Osteopathy offers people a flexible career and the opportunity to pursue their passions. We talk to Chris Williams, UCO Deputy Leader for Patient Care, about his career beyond the UCO including his work within professional motorsports.
Can you tell us a little bit about your route into osteopathy? What made you want to choose osteopathy as a profession?
My route into osteopathy was not a classic route. I left school having not achieved the grades I wanted for an architectural degree. Worried I wouldn’t obtain a degree I jumped at a place via clearing. It was a big mistake. After two years of study, I realised it wasn’t the right degree for me so returned to sixth form college to undertake Biology and Chemistry A levels in order to pursue osteopathy. My parents had always seen osteopaths and I was intrigued about their approach and how they treated people. This sparked a latent interest. I guess coming from engineering parents, looking at how things function was a natural instinct.
You studied at the UCO. What are you memories of studying here? What did you do following graduation?
I was lucky to study across the current site and the old site in Trafalgar Square. It was brilliant being in that part of London at the age I was. There was a really great vibe and the history in the building was amazing. The cohort I studied with were very supportive and I am fortunate enough to still be in contact and teach with some of them. I worked as an associate at a couple of practices and then took over a practice at the BBC Television Centre. I returned to the then BSO to teach technique. Following the birth of my daughter, I made a career change to recruitment where I ended up becoming a director and owner of a then successful recruitment firm in the south east. In 2011/12 I sold my position in the firm and then returned to the osteopathic profession, setting up a practice and returning to teaching. A decision I have never regretted since. I have recently taken a role as Deputy Unit Leader for Patient Care.

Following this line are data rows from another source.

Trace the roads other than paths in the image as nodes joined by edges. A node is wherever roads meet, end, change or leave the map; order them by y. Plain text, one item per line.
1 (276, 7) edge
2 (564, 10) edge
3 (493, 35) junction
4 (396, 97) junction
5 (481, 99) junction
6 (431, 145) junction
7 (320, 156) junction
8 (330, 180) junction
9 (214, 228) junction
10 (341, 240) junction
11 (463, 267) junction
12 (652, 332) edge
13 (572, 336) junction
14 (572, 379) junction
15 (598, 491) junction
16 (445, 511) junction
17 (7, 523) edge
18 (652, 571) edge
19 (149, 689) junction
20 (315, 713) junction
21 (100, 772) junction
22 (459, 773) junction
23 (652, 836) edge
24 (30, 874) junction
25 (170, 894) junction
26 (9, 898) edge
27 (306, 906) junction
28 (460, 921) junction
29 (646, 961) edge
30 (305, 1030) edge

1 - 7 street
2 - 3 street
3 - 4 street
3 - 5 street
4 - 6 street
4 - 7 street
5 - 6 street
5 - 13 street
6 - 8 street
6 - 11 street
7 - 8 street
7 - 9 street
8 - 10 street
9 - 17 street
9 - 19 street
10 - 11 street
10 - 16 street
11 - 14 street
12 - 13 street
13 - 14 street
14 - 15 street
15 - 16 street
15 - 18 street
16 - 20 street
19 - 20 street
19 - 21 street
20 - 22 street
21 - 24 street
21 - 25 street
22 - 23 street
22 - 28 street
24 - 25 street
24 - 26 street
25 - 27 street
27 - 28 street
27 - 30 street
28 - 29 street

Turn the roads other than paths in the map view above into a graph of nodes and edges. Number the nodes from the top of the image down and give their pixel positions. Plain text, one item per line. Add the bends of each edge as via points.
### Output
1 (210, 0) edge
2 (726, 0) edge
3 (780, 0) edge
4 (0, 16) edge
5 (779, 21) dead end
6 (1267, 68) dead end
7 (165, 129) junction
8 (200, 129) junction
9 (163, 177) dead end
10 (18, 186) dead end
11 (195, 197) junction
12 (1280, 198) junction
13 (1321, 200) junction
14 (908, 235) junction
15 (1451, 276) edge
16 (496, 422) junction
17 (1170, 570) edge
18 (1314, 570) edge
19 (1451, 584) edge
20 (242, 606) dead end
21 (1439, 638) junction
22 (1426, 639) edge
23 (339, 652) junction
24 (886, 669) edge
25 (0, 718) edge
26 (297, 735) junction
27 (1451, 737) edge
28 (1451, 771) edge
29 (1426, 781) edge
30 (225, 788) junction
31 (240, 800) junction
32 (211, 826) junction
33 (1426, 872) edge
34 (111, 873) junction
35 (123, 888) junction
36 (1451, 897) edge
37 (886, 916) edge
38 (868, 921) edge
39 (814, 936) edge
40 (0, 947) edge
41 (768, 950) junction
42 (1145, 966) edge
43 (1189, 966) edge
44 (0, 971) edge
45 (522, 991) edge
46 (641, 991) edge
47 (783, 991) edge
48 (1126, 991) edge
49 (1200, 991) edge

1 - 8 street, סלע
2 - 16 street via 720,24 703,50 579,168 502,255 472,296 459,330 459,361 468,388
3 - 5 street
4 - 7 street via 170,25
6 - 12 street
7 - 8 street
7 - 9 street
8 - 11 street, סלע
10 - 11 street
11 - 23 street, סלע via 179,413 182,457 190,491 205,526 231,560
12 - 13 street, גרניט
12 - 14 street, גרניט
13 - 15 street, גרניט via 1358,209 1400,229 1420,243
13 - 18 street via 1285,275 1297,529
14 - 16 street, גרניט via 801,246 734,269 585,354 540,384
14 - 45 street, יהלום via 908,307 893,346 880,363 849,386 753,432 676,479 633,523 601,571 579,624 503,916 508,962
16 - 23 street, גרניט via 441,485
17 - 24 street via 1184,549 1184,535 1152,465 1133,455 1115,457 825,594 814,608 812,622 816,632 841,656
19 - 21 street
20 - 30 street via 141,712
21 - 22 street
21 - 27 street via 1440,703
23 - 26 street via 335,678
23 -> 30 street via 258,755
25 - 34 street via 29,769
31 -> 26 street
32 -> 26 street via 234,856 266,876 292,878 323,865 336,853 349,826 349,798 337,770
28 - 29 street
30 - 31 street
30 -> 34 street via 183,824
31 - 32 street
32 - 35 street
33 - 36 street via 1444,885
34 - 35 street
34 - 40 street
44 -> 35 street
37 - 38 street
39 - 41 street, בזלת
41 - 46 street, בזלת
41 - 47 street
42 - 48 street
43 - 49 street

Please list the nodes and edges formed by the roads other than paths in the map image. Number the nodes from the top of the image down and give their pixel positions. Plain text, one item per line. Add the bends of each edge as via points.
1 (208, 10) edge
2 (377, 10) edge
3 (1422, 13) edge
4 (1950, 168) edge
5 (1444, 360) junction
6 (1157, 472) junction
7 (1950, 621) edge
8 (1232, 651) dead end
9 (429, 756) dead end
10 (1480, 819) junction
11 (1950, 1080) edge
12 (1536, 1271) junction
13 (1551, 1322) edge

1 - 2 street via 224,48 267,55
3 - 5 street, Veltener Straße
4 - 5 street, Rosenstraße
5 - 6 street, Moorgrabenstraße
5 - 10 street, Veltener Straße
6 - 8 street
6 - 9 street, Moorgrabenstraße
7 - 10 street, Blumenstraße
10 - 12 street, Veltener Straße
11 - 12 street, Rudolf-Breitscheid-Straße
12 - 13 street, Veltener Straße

You do a lot of work within the professional sports arena - what was your route into this and what advice would you give others interested in doing the same?
I managed to find a route in via contacts within my patient base. Motorsport is a notoriously difficult sport to break in to and it is a question of networking and being resilient. Don’t give up at the first knock back if that is something of interest.
Can you tell us a little about the work you do within professional motorsport. What does your role involve?
My work within professional motorsport has taken me all over the globe. I have worked with many top teams within endurance motorsport including Aston Martin and Ford. Endurance motorsport races last from 3 hours to 24 hours, including the world famous Le Mans race, which I have been lucky enough to provide support for. The role is varied and very busy. It includes treatment of drivers and team staff, looking after their hydration, nutrition, physical and mental warm up as well as being a PA to the drivers to ensure they are where they need to be at the time they are supposed to be there. You get involved with kit management, comfort within the car, ensuring rest periods and general fitness. You will also get your hands dirty tidying the garage and cleaning up if necessary. It is a real 360 degree role. Common issues depend a lot on the ergonomics of the car, drivers can suffer with cervical spine issues or pelvic issues, depending on the manufacturer and their experience and fitness levels.
Presumably your work requires you to travel, and you also teach and see other patients in your own UK based clinic. What are the challenges and benefits of juggling multiple roles, and how do you make this work?
My roles are varied and that is the way I prefer to work. The constant change of work environment means that I have to be well organised and ensure that no area is being forgotten. A busy travel schedule, patient list and teaching roster means that things are planned well in advance to ensure if there is a change further down the road, it can be adjusted accordingly. Throw my children into the mix, means that I have to maximise as much as possible in order that no facet feels neglected. I wouldn’t have it any other way, not many people can say that can combine their work and their passion.